Types and Specifications of Functional and Non-Functional Requirements

Home Articles Types and Specifications of Functional and Non-Functional Requirements

The predefined requirements are the basic signs that lead a project to its successful completion. It establishes a formal agreement between the client and the provider who are trying to achieve a similar goal. Detailed and high-quality requirements also help in mitigating monetary risks and keep the tasks within specified schedule.

Classification of Requirements

Stakeholders Requirements: The requirements of discrete stakeholders’ packages are defined in more detail to characterize what they expect from a project.

Business Requirements: These include high-level statements of objectives, goals, and requirements.

Solution Requirements: The requirements with respect to the agreements present the attributes that the product must solve the problems of the stakeholders and the company itself.

Non-functional requirements have general attributes of the system. They are called as qualitative attributes.

Functional Requirements show how a product should function along with its advantages and possibilities.

Specifications of Functional Requirements

Functional requirements are the most important attributes or capabilities that engineers must implement into the project so that customers can perform their tasks effectively. Therefore, it is essentially important to make it clear for the stakeholders as well as the development teams. In general, the requirements show the behaviour of frames under clear conditions.

Generally, requirements are recorded in the content, especially in the case of Agile-driven projects. However, they can also be visuals. Here are the most known documents and common formats:

  • SRS (Software Requirements Specification) documents
  • User Stories
  • Use cases
  • Structure of work breakdown (WBS)

Non-Functional Requirements

Non-functional requirements present how the system should work and limit its usefulness. Such requirements are known as quality attributes of the system.

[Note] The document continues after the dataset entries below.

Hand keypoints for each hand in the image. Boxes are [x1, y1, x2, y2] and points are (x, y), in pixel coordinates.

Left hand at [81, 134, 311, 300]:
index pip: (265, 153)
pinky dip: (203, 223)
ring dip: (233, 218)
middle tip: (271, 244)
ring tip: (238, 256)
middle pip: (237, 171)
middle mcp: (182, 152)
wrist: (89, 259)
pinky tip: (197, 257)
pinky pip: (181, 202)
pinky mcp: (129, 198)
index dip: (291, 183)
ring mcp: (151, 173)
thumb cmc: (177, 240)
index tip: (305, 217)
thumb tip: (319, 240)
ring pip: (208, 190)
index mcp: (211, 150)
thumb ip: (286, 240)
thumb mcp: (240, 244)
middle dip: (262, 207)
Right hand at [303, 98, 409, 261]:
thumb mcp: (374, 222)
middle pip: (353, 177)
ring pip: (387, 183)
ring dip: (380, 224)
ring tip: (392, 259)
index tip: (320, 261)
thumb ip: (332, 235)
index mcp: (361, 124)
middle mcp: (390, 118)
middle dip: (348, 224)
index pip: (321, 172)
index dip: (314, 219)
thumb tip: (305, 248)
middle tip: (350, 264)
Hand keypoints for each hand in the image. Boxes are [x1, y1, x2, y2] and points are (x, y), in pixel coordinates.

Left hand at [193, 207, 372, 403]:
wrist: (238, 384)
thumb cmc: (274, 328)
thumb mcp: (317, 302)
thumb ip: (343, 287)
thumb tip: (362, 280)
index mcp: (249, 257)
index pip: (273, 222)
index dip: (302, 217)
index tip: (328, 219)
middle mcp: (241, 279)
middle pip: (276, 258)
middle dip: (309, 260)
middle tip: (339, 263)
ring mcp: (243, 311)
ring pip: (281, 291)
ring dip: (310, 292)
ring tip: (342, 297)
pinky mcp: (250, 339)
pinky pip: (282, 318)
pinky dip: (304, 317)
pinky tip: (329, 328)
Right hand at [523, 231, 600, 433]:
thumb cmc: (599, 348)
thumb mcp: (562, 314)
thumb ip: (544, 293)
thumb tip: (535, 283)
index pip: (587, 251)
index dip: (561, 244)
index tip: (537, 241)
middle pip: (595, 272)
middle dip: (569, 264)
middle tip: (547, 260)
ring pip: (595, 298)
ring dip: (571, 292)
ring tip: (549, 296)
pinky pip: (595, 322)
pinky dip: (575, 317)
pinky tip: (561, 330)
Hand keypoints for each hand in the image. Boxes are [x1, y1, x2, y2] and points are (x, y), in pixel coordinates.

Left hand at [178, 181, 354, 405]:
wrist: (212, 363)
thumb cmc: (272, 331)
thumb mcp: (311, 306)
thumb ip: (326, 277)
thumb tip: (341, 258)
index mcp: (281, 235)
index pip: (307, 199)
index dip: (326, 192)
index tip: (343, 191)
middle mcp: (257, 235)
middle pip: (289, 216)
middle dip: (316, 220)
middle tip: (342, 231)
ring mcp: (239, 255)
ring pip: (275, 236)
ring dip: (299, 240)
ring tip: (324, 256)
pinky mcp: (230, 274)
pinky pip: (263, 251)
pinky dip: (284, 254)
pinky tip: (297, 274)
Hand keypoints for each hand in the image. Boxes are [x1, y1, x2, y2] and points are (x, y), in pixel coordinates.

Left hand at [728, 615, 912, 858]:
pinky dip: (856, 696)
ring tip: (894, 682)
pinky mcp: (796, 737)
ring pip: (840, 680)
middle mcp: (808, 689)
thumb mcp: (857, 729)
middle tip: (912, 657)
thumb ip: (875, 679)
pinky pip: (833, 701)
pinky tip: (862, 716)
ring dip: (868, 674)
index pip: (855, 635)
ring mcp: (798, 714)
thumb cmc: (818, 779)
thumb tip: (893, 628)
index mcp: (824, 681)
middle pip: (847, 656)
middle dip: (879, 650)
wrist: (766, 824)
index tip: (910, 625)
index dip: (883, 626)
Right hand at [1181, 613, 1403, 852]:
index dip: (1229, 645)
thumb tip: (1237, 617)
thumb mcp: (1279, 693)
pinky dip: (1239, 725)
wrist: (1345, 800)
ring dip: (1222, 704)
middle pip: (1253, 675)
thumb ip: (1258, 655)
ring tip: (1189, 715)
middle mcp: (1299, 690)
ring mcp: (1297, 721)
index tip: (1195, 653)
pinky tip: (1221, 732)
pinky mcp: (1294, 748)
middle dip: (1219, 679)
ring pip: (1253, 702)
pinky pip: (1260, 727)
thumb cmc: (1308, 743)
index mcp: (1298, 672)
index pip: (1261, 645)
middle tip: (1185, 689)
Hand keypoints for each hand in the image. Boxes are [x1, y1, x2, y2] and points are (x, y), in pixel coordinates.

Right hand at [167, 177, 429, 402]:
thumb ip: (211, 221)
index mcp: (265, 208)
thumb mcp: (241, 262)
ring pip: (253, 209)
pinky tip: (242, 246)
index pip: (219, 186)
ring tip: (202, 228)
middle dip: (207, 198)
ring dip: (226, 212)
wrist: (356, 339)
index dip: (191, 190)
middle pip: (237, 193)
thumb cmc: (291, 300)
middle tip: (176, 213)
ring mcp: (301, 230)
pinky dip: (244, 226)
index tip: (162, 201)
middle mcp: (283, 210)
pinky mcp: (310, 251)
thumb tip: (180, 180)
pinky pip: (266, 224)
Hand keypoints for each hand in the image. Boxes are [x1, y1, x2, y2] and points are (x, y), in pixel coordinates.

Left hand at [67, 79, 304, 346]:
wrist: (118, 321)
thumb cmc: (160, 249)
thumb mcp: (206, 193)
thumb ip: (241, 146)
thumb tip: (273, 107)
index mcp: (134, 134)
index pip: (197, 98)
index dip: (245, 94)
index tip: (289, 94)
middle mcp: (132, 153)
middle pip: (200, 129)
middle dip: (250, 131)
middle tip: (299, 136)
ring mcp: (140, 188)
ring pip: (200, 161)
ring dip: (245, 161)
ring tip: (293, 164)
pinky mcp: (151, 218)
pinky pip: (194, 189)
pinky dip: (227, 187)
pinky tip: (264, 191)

Some of the non-functional requirements of the project are described below:


Usability defines how difficult it will be for the client to learn and work with the product. With the help of system efficiency and low perceived workload, system usability can be defined in an effective manner.


Reliability defines the likelihood that the product will work without failure for a given period of time. Reliability decreases as a result of code errors, hardware failures or problems with other parts of the system. To evaluate the reliability of software, one can verify the level of the actions that were completed or track a normal time-period of the system runs before its failure.


The requirements for Scalability demonstrate how system must evolve without affecting their performance. This means serving more customers, managing more information and making more transactions. Scalability has both equipment and programming suggestions. For example, one can increase Scalability by including memory, servers, or disk space. On the other hand, one can use compressed data, optimizing algorithms, etc.


Security requirements ensure that the product is protected against unapproved access to the framework and stored information. Consider the different dimensions of approval and validation in various roles of the users.


Performance is a qualitative characteristic that represents the responsiveness of the system during several interactions with the client. Poor performance results in a negative experience for the client. It also threatens the system when it is overloaded.


Availability is measured by time frame in which usability and system services are available for all tasks. The schedules maintenance intervals directly influence this parameter. In addition, it is important to determine how the impact of the maintenance can be limited. When writing availability requirements, the team must characterize the most basic segments of the system that must be available in an incomparable way.